The bar (shaped like a microphone). Photo by Nastassia Putz.

There’s the guts from inside a piano displayed on the wall, a microphone-shaped bar and specialty drinks named after local bands, all providing a musical theme for The Tonic Tavern (2335 S. Kinnickinnic Avenue).

“It makes more sense when you’re a musician,” says owner and Bay View resident Paul Jonas. He named the bar Tonic, not for the drink, but after the musical term tonic which means the central tone of a key.

Jonas admits the concept is a bit abstract and may be missed by some patrons. However, those who visit often or play music will get the reference and see the influence within the space.

As a musician and member of the 5 Card Studs since the mid-1990s, Jonas plays about 100 times a year. His passion for music was what encouraged him to open up a bar. “I was creating a day job for myself so I could play music at night,” Jonas notes. He found the current location in October 2008 but didn’t officially open the doors until June 2009.

So why this location? Bay View was up and coming and he “had to be part of it,” he says.

The T-shaped space that became the The Tonic was previously used for storage, and before that was a shop owned by sign painter Ray Koenig which opened after World War II. As far back as the late 1800’s, it was a carriage barn for a doctor that lived next door.

In January 2009, Jonas began a six-month renovation to create various different seating arrangements made up of several cozy little nooks and crannies for people to congregate. “There are lots of little places where groups can come in and have their space but still be involved in the whole social scene,” says Jonas.

Patio. Photos by Nastassia Putz.

Patio. Photos by Nastassia Putz.

Jonas has been in the bar business as a manager and bartender since 1991, has acquired several college degrees and more recently added roughly seven years experience cabinet making and remodeling homes—all skills transferable to Tonic.

The space he chose to renovate was more or less an empty shell. The previous owner had a toilet and a sink and that was pretty much it, says Jonas.
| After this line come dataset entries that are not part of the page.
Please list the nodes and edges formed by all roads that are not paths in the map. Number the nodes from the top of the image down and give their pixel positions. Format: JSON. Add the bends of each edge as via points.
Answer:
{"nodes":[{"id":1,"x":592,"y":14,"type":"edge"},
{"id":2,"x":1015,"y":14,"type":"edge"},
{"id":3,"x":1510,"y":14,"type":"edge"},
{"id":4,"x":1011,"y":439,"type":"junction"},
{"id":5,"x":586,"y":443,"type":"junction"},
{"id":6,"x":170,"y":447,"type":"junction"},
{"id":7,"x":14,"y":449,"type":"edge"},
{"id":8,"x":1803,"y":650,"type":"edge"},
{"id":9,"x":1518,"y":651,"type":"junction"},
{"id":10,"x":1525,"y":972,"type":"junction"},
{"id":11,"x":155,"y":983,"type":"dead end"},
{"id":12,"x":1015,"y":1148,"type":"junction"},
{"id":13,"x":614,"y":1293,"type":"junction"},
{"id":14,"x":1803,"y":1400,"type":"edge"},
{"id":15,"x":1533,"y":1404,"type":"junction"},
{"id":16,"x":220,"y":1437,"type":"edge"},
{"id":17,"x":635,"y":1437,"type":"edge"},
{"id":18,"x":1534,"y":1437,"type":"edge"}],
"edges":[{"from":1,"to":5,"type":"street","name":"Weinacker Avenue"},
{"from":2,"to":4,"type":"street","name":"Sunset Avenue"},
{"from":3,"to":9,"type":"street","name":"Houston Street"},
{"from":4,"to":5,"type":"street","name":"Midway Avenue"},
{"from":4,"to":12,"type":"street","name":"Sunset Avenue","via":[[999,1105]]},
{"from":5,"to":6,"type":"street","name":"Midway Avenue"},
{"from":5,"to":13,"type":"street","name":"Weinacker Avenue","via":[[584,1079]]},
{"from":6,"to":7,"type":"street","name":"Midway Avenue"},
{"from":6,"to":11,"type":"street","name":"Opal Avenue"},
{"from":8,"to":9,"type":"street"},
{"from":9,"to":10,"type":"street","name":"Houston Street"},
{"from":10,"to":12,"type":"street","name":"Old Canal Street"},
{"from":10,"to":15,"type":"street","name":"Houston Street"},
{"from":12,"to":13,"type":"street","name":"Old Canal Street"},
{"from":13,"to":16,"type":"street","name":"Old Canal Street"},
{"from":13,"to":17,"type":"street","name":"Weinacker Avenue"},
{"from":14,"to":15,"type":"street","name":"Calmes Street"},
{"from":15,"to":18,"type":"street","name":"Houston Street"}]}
He had contractors sandblast walls, install plumbing and put in electrical wiring. He designed and made the tables and cabinets behind the bar. His friend and “wood guy”, Bill Backes from Backes Fine Carpentry, LLC helped him build the bar top and some of the tables using the 100-year-old pine wood beams from the ceiling (once part of the hayloft). Backes also framed all the doors, put up the fences and pergola on the patio and constructed the stage.

Stephanie Quinn from Modern Edge Design, LLC did the rest of the decorating and painting and her use of color and design later won her the “Mayor’s Design Award” in 2010 for “Design That Grabs You.”

This year, however, Jonas did an interior makeover in time for the bar’s 4th anniversary on August 11. Working with Quinn and others, Jonas modernized the fireplace with wood panels and repainted the lounge, going from a bright, retro orange to a sleek gray, re-stained the wood on the patio with a darker hue and updated the patio furniture.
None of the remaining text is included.